**Required action**
From the line containing "index dip: (143, 204)" through the end of the material below, output each line exactly as written, with pictures excluded.

**Record extracts**
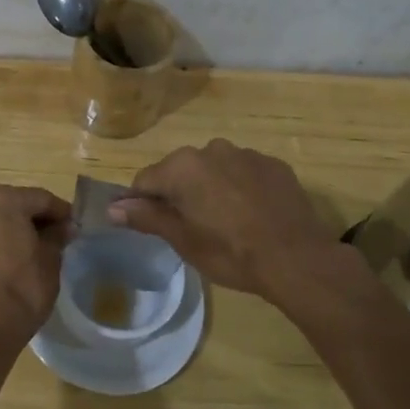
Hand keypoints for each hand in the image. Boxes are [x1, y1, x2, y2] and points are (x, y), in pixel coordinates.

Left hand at [0, 184, 71, 359]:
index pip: (41, 199)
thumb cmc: (22, 290)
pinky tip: (8, 257)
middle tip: (55, 237)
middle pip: (15, 204)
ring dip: (13, 227)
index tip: (74, 226)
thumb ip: (57, 235)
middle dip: (35, 218)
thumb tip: (65, 226)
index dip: (61, 213)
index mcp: (2, 199)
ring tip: (32, 248)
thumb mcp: (50, 260)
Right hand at [112, 139, 351, 304]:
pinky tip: (252, 214)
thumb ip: (146, 217)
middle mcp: (210, 149)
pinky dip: (240, 187)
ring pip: (213, 169)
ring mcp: (245, 154)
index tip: (154, 227)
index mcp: (182, 167)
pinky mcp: (273, 164)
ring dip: (211, 188)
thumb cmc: (231, 252)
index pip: (145, 181)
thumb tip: (112, 207)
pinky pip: (244, 172)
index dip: (143, 204)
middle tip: (193, 229)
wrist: (297, 259)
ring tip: (226, 222)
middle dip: (180, 194)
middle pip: (180, 171)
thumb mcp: (183, 240)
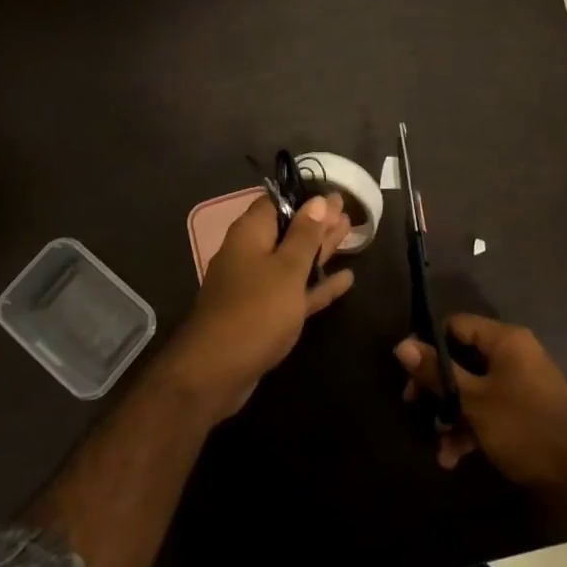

**Reply to the task**
index dip: (143, 204)
middle tip: (193, 229)
wrist: (297, 259)
ring tip: (226, 222)
middle dip: (180, 194)
middle pip: (180, 171)
thumb mcp: (183, 240)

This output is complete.